Acto seguido, el policía conteniendo la risa procedió a cumplimentar la multa que el hombre triste acopiaría en la carpeta donde colecciona otras muchas como esa en el salón de su casa.
Los trapicheos de drogas blandas son también un común denominador de este parque que, como ya se pueden hacer una idea, de infantil no tiene nada. Los canutos se los siguen pasando de boca en boca, solo que ahora suben y bajan la mascarilla antes y después de. Cuando una de estas visitas sorprende a los hombres tristes, ellos astutos —más lobos que los lobos— rápidamente esconden su alijo en el hueco que más al lado les pille.
Puede ser la papelera, detrás del banco, en las partes íntimas… o si la prisa es mucha, lo tiran al césped lo más lejos que puedan, sino al suelo y lo pisan con el zapato. La argucia no siempre les sale bien cuando el policía, que ya ha ido y venido mientras los hombres tristes apenas van, les descubre su escondite y a su bolsillo va a parar.
Quién lo iba a decir, pero los hombres tristes son muy recursivos. Cargan cojines para amortiguar las horas sentados en los bancos del parque; cuando el día anuncia lluvias cubren con cartones las superficies de los bancos para poder sentarse en seco; los que tienen paraguas lo cargan por sospecha y los que no, se sirven de los árboles como escampaderos. Ellos no lo saben, pero en el periódico del quiosco que ellos no van a comprar anuncian una cifra que supera los cinco dedos de la mano para contar a las personas que en todo el país no tienen un hogar.
Algunos días paso horas sin asomarme a la ventana, pero los sonidos ya hacen parte de mi casa. No se conoce nombre de ninguno de ellos, no se nombran, nunca lo han hecho. No sé ni siquiera si entre ellos saben cómo se llaman. En su lugar se braman y, cuando se enzarzan en absurdos, se rugen. Pero cuando se trata de referirse a un tercero de los suyos que no está presente, habitualmente tiran de sus rasgos físicos o del modo de vestir.
Es evidente que el miedo de la élite a verse afectada por los confinamientos selectivos que está aplicando la presidenta de la Comunidad sí trasciende a las pantallas de los televisores de toda España.
Hay uno al que reconozco porque tiene la misma camiseta en dos colores, rojo y verde, y por la parte de debajo de ambas le asoma su prominente barriga. A los demás les suelo reconocer por su tono de voz o por la bandera rojigualda que les adorna la mascarilla.

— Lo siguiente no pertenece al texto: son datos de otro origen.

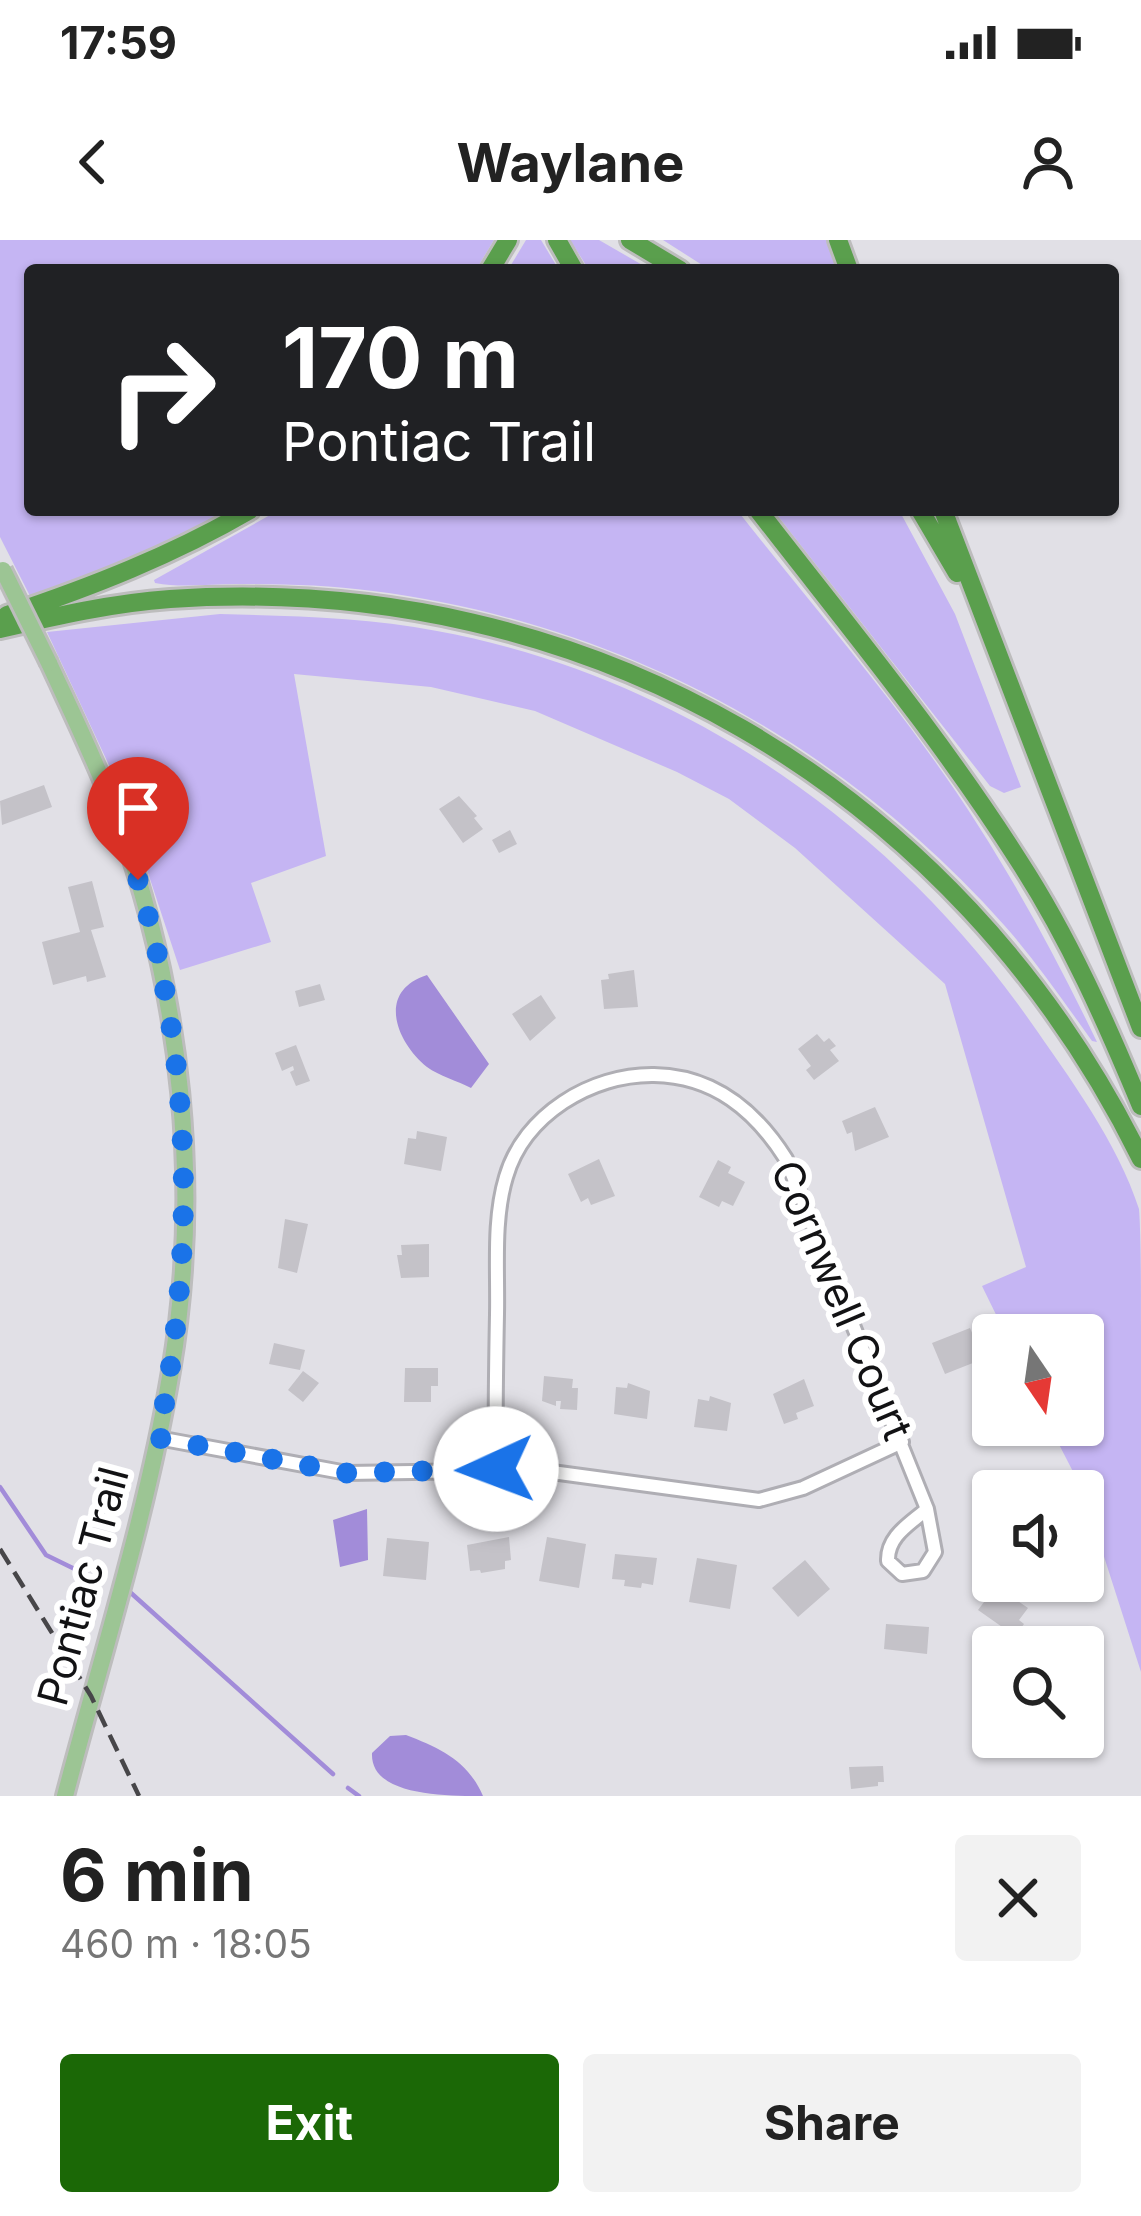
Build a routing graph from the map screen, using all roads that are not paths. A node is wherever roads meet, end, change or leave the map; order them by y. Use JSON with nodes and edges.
{"nodes":[{"id":1,"x":630,"y":240,"type":"edge"},
{"id":2,"x":670,"y":264,"type":"edge"},
{"id":3,"x":240,"y":516,"type":"edge"},
{"id":4,"x":763,"y":516,"type":"edge"},
{"id":5,"x":923,"y":516,"type":"edge"},
{"id":6,"x":945,"y":516,"type":"edge"},
{"id":7,"x":1,"y":568,"type":"edge"},
{"id":8,"x":0,"y":618,"type":"edge"},
{"id":9,"x":0,"y":629,"type":"edge"},
{"id":10,"x":994,"y":647,"type":"junction"},
{"id":11,"x":1141,"y":1028,"type":"edge"},
{"id":12,"x":1141,"y":1106,"type":"edge"},
{"id":13,"x":1141,"y":1159,"type":"edge"},
{"id":14,"x":158,"y":1438,"type":"junction"},
{"id":15,"x":902,"y":1442,"type":"junction"},
{"id":16,"x":496,"y":1469,"type":"junction"},
{"id":17,"x":927,"y":1509,"type":"junction"},
{"id":18,"x":65,"y":1796,"type":"edge"}],
"edges":[{"from":1,"to":2,"type":"highway"},
{"from":3,"to":8,"type":"highway"},
{"from":4,"to":12,"type":"highway"},
{"from":5,"to":10,"type":"highway"},
{"from":6,"to":10,"type":"highway"},
{"from":7,"to":14,"type":"main road","name":"Pontiac Trail","bridge":true},
{"from":9,"to":13,"type":"highway"},
{"from":10,"to":11,"type":"highway"},
{"from":14,"to":16,"type":"street"},
{"from":14,"to":18,"type":"main road","name":"Pontiac Trail"},
{"from":15,"to":16,"type":"street"},
{"from":15,"to":16,"type":"street","name":"Cornwell Court"},
{"from":15,"to":17,"type":"street","name":"Cornwell Court"},
{"from":17,"to":17,"type":"street","name":"Cornwell Court"}]}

Al bajito que le faltan tres dientes y es de carácter agresivo, le suena el teléfono unas siete veces al día al ritmo de What a wonderful world de Louis Amstrong. Menos agradable es el rin tintín del afilador seguido de su popular: “Ha llegado el afilador, señora. Ha llegado el afilador.” Pero esto no es culpa de los hombres tristes, es que es un barrio obrero.
Al norte de la Comunidad, pongamos en La Moraleja, en cambio, el oficio del afilador no existe porque en cada una de las cocinas de las casas ya tienen uno automático que les saca filo a los cuchillos por ti. Las personas de este barrio, uno de los más pudientes de la Comunidad, no se mezclan “con la gente de los barrios de los alrededores donde viven en pisos”, así lo describió una de sus vecinas hace unos días frente a las cámaras de televisión.
Ellos, por su parte, viven en sus chalés con amplios jardines y prácticamente no hacen vida en la calle. Es evidente que el miedo de la élite a verse afectada por los confinamientos selectivos que está aplicando la presidenta de la Comunidad sí trasciende a las pantallas de los televisores de toda España.
Por lo que a mí respecta, solo me queda cerrar la ventana y afinar mi mirada trasatlántica para escribir un capítulo más del transitar por las tierras hispanas de los migrantes sureños que escuchamos con estupor la última fascistada.